The function below generates the training and testation datasets for a given fold.

In [13]:
def get_test_dataset(test_df):
    test_texts = test_df.text.tolist()  # Extract testation texts
    
    # Build testation dataset
    test_ds = build_dataset(test_texts, labels=None,
                             batch_size=min(CFG.batch_size*CFG.replicas, len(test_df)), cache=False,
                             shuffle=False, drop_remainder=False, repeat=False)
    
    return test_ds  # Return datasets and dataframes

# 🤖 | Modeling



In [14]:
def build_model():
    # Create a DebertaV3Classifier model
    classifier = keras_nlp.models.DebertaV3Classifier.from_preset(
        CFG.preset,
        load_weights=False,
        preprocessor=None,
        num_classes=1 # one output per one option, for five options total 5 outputs
    )
    inputs = classifier.input
    logits = classifier(inputs)
        
    # Compute final output
    outputs = keras.layers.Activation("sigmoid")(logits)
    model = keras.Model(inputs, outputs)
    return model

## Ckpt processing
For some reason, `keras.models.load_model` requires write access as `/kaggle/input` doesn't have that access it throws error. Workaround is to simply copy the `ckpts` to other directory then load the model.

In [15]:
# Get the checkpoint directory and name
CKPT_PATH = CFG.CKPT_PATH
# ckpt_name = 'daigt-kerasnlp-ckpt'

# Copy the checkpoints to a new directory in the /kaggle directory
# !cp -r {CKPT_PATH} /kaggle/{ckpt_name}

# List all the checkpoint paths in the new directory
# new_ckpt_dir = f"/kaggle/{ckpt_name}"
new_ckpt_dir = CKPT_PATH
ckpt_paths = glob(os.path.join(new_ckpt_dir, '*.keras'))
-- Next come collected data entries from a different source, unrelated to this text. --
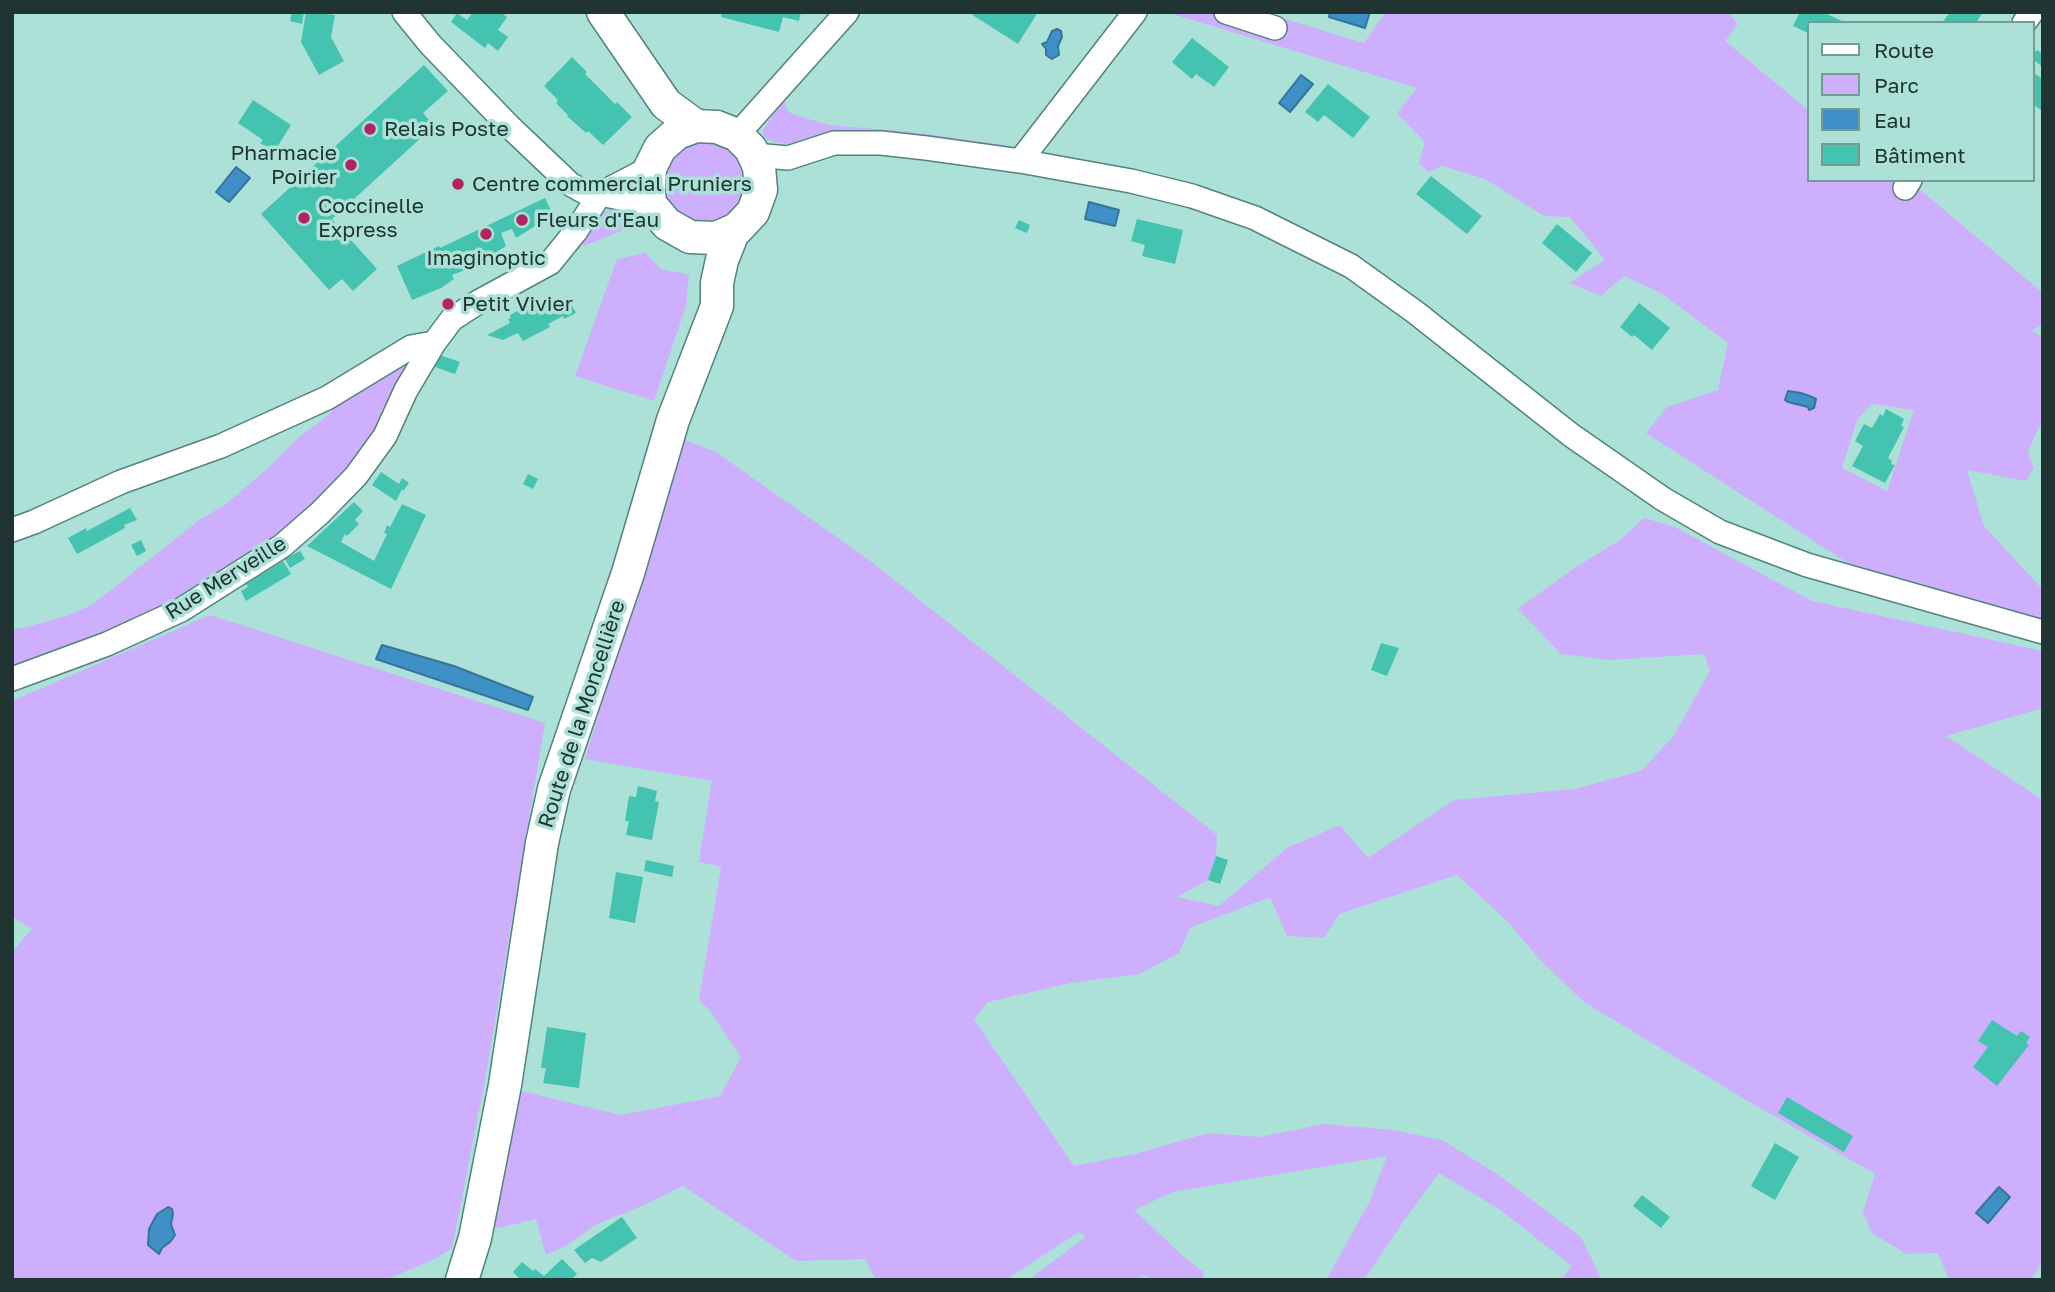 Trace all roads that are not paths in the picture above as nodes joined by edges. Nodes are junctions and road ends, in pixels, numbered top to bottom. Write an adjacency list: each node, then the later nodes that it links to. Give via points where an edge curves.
1 (404, 12): 12 (street, via 430,44 570,184 588,194)
2 (604, 12): 7 (street)
3 (847, 12): 10 (street)
4 (1135, 12): 11 (street)
5 (1226, 12): 6 (street)
6 (1275, 28)
7 (666, 104): 8 (street); 9 (street)
8 (696, 126): 9 (street, via 677,133); 10 (street, via 717,127)
9 (658, 155): 12 (street); 13 (street)
10 (750, 157): 11 (street, via 788,158 834,143 881,143); 14 (street, via 761,190 753,212)
11 (1020, 161): 19 (street, via 1131,181 1255,218 1351,266 1572,435 1663,499 1720,532 1807,565)
12 (600, 194): 13 (street); 17 (street, Rue Merveille, via 550,263 452,319)
13 (650, 204): 15 (street, via 667,224)
14 (734, 230): 15 (street, via 716,238); 16 (street, Route de la Moncellière)
15 (690, 237): 16 (street, via 709,260)
16 (717, 283): 21 (street, Route de la Moncellière, via 717,306 670,430 628,573 554,789 505,1085 475,1238)
17 (434, 343): 18 (street, via 411,347 327,398 264,427); 20 (street, Rue Merveille, via 385,436 356,476 282,547 181,610 107,644)
18 (12, 530)
19 (2043, 632)
20 (12, 679)
21 (462, 1280) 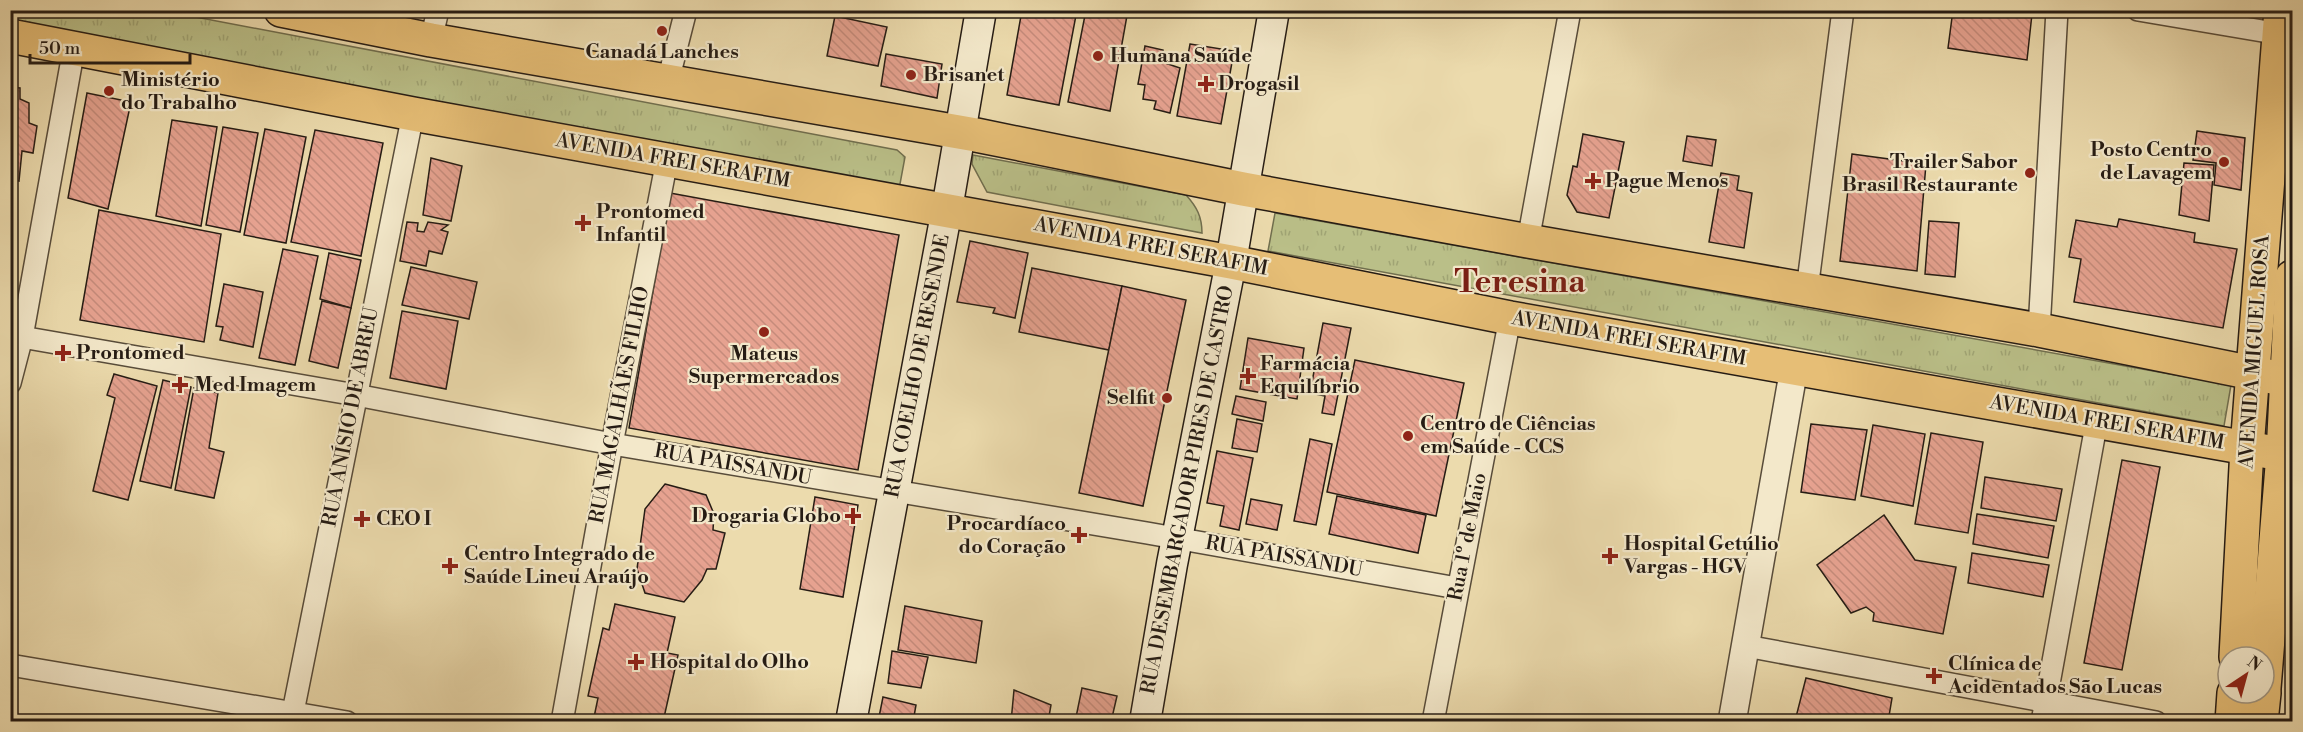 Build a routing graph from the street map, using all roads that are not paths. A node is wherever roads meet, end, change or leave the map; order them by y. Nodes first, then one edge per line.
1 (281, 10) edge
2 (686, 10) edge
3 (981, 10) edge
4 (1274, 10) edge
5 (1570, 10) edge
6 (1843, 10) edge
7 (2057, 10) edge
8 (2138, 10) edge
9 (2280, 22) edge
10 (435, 25) edge
11 (10, 36) edge
12 (74, 48) junction
13 (668, 81) junction
14 (413, 114) junction
15 (961, 132) junction
16 (667, 160) junction
17 (1243, 189) junction
18 (947, 210) junction
19 (1528, 241) junction
20 (1231, 262) junction
21 (2292, 277) edge
22 (2292, 285) edge
23 (1807, 290) junction
24 (1510, 318) junction
25 (2039, 330) junction
26 (16, 336) edge
27 (1794, 368) junction
28 (2252, 374) junction
29 (2290, 380) edge
30 (10, 383) edge
31 (356, 395) junction
32 (2097, 420) junction
33 (612, 444) junction
34 (2247, 448) junction
35 (2288, 455) edge
36 (894, 492) junction
37 (1177, 538) junction
38 (1457, 588) junction
39 (2237, 645) edge
40 (2268, 645) edge
41 (1746, 646) junction
42 (10, 665) edge
43 (2233, 705) edge
44 (2263, 705) edge
45 (2043, 711) edge
46 (292, 716) edge
47 (347, 722) edge
48 (562, 722) edge
49 (851, 722) edge
50 (1145, 722) edge
51 (1434, 722) edge
52 (1732, 722) edge
53 (2156, 722) edge
54 (2232, 722) edge
55 (2261, 722) edge

1 - 10 main road
2 - 13 street
3 - 15 main road, RUA COELHO DE RESENDE
4 - 17 main road, RUA DESEMBARGADOR PIRES DE CASTRO
5 - 19 street
6 - 23 street
7 - 25 street
8 - 9 street
9 - 28 main road, AVENIDA MIGUEL ROSA
10 - 13 main road
11 - 12 main road, AVENIDA FREI SERAFIM
12 - 14 main road, AVENIDA FREI SERAFIM
12 - 26 street
13 - 15 main road
14 - 16 main road, AVENIDA FREI SERAFIM
14 - 31 street, RUA ANÍSIO DE ABREU
15 - 17 main road
15 - 18 main road, RUA COELHO DE RESENDE
16 - 18 main road, AVENIDA FREI SERAFIM
16 - 33 street, RUA MAGALHÃES FILHO
17 - 19 main road
17 - 20 main road, RUA DESEMBARGADOR PIRES DE CASTRO
18 - 20 main road, AVENIDA FREI SERAFIM
18 - 36 main road, RUA COELHO DE RESENDE
19 - 23 main road
20 - 24 main road, AVENIDA FREI SERAFIM
20 - 37 main road, RUA DESEMBARGADOR PIRES DE CASTRO
21 - 22 main road, AVENIDA MIGUEL ROSA
22 - 29 main road, AVENIDA MIGUEL ROSA
23 - 25 main road
24 - 27 main road, AVENIDA FREI SERAFIM
24 - 38 street, Rua 1º de Maio
25 - 28 main road
26 - 30 street
26 - 31 street, RUA PAISSANDU
27 - 32 main road, AVENIDA FREI SERAFIM
27 - 41 street
28 - 29 main road
28 - 34 main road, AVENIDA MIGUEL ROSA
29 - 35 main road, AVENIDA MIGUEL ROSA
31 - 33 street, RUA PAISSANDU
31 - 46 street, RUA ANÍSIO DE ABREU
32 - 34 main road, AVENIDA FREI SERAFIM
32 - 45 street
33 - 36 street, RUA PAISSANDU
33 - 48 street, RUA MAGALHÃES FILHO
34 - 35 main road, AVENIDA FREI SERAFIM
34 - 39 main road, AVENIDA MIGUEL ROSA
35 - 40 main road, AVENIDA MIGUEL ROSA
36 - 37 street, RUA PAISSANDU
36 - 49 main road, RUA COELHO DE RESENDE
37 - 38 street, RUA PAISSANDU
37 - 50 main road, RUA DESEMBARGADOR PIRES DE CASTRO
38 - 51 street, Rua 1º de Maio
41 - 45 street
41 - 52 street
42 - 46 street
43 - 54 main road
44 - 55 main road
45 - 53 street
46 - 47 street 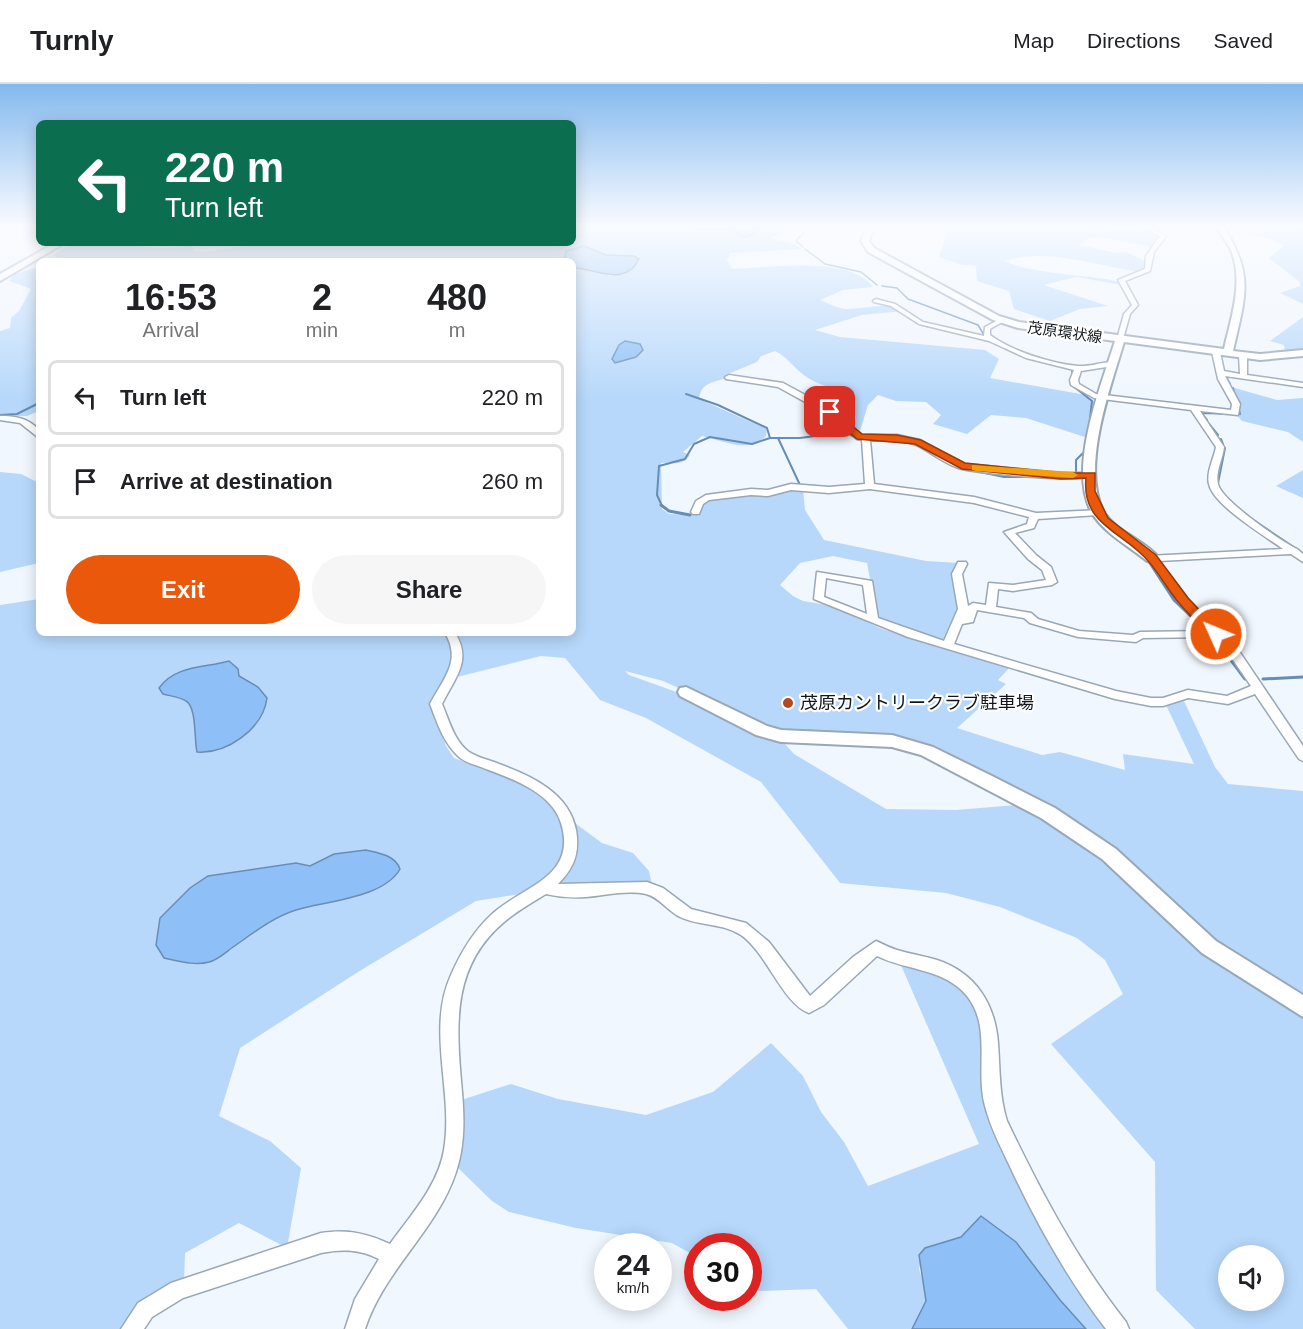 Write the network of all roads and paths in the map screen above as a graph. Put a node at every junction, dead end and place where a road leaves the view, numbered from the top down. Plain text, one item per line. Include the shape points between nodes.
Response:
1 (935, 284) edge
2 (1123, 284) edge
3 (1241, 284) edge
4 (876, 301) dead end
5 (1002, 320) junction
6 (989, 339) junction
7 (1120, 339) junction
8 (1216, 352) junction
9 (1228, 353) junction
10 (1303, 353) edge
11 (1243, 355) junction
12 (1113, 364) junction
13 (1078, 369) junction
14 (1221, 373) junction
15 (1244, 374) junction
16 (729, 377) dead end
17 (1303, 385) edge
18 (1102, 396) junction
19 (1195, 410) junction
20 (0, 418) edge
21 (36, 430) edge
22 (866, 439) junction
23 (1091, 475) junction
24 (870, 486) junction
25 (696, 512) dead end
26 (1098, 512) junction
27 (1036, 516) junction
28 (1294, 551) junction
29 (1152, 558) junction
30 (1303, 559) edge
31 (962, 564) dead end
32 (991, 608) junction
33 (873, 620) junction
34 (959, 621) junction
35 (1216, 634) junction
36 (452, 636) edge
37 (947, 646) junction
38 (1258, 688) junction
39 (686, 692) dead end
40 (1303, 756) edge
41 (546, 888) junction
42 (1303, 1007) edge
43 (393, 1256) junction
44 (131, 1329) edge
45 (355, 1329) edge
46 (1119, 1329) edge

1 - 5 street, 茂原環状線
2 - 7 street via 1135,305 1127,314
3 - 9 street
4 - 6 street via 893,305 919,322
5 - 6 street via 987,328
5 - 7 street, 茂原環状線 via 1030,328
6 - 13 street
7 - 8 street, 茂原環状線
7 - 12 street
8 - 9 street, 茂原環状線
8 - 14 street
9 - 11 street, 茂原環状線
10 - 11 street, 茂原環状線 via 1277,357
11 - 15 street
12 - 13 street
12 - 18 street
13 - 18 street via 1074,380 1078,389
14 - 15 street
14 - 19 street via 1236,404 1235,413
15 - 17 street
16 - 22 street via 786,387 830,412
18 - 19 street
18 - 23 street
19 - 28 street via 1220,447 1213,479 1216,494
20 - 21 street via 27,422
22 - 23 street via 917,442 954,463 971,467
22 - 24 street
23 - 26 street via 1090,491
24 - 25 street via 823,490 791,487 706,498 699,502
24 - 27 street via 974,500
26 - 27 street
26 - 29 street
27 - 32 street via 1031,526 1009,532 1047,569 1052,582 1012,588 993,585
28 - 29 street
28 - 30 street
29 - 35 street via 1184,601
31 - 34 street via 957,574 963,609
32 - 34 street via 973,606 969,620
32 - 35 street via 1027,615 1034,621 1078,634 1110,639
33 - 33 street via 819,599 820,574 868,583
33 - 37 street
34 - 37 street
35 - 38 street
36 - 41 street via 460,659 436,704 447,732 465,755 522,778 543,792 562,809 568,825 571,843 566,867
37 - 38 street via 1151,702 1188,694 1228,700
38 - 40 street
39 - 42 street via 762,731 781,736 892,741 927,751 986,781 1048,813 1109,854 1209,947
41 - 43 street via 500,916 465,959 450,998 453,1152 442,1181
41 - 46 street via 576,892 645,888 683,912 737,926 755,938 809,1006 876,948 901,960 944,969 962,980 984,1008 991,1043 992,1108 1046,1219 1091,1295
43 - 44 street via 345,1238 321,1243 178,1290 145,1310
43 - 45 street via 375,1284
print("Total CKPT:", len(ckpt_paths))

Total CKPT: 1


# 🧪 | Prediction

## Inference

In [16]:
# Initialize an array to store predictions for each fold
fold_preds = np.zeros(shape=(len(test_df),), dtype='float32')

# # Build model
# model = build_model()

# Iterate through each checkpoint path
for ckpt_path in tqdm(ckpt_paths):
    # Load the pre-trained model from the checkpoint
    print(ckpt_path)
    model = keras.models.load_model(
        ckpt_path,
        compile=False,
    )
#     model.load_weights(ckpt_path)
    
    # Get the test dataset
    test_ds = get_test_dataset(test_df)
    
    # Generate predictions using the model
    preds = model.predict(
        test_ds,
        batch_size=min(CFG.batch_size * CFG.replicas * 2, len(test_df)),  # Set batch size
        verbose=1
    )
    
    # Add predictions to fold_preds and average over checkpoints
    fold_preds += preds.squeeze() / len(ckpt_paths)
    
    # Clean up by deleting the model and collecting garbage
    del model
    gc.collect()

  0%|          | 0/1 [00:00<?, ?it/s]

./kaggle/working\fold1.keras


  instance.compile_from_config(compile_config)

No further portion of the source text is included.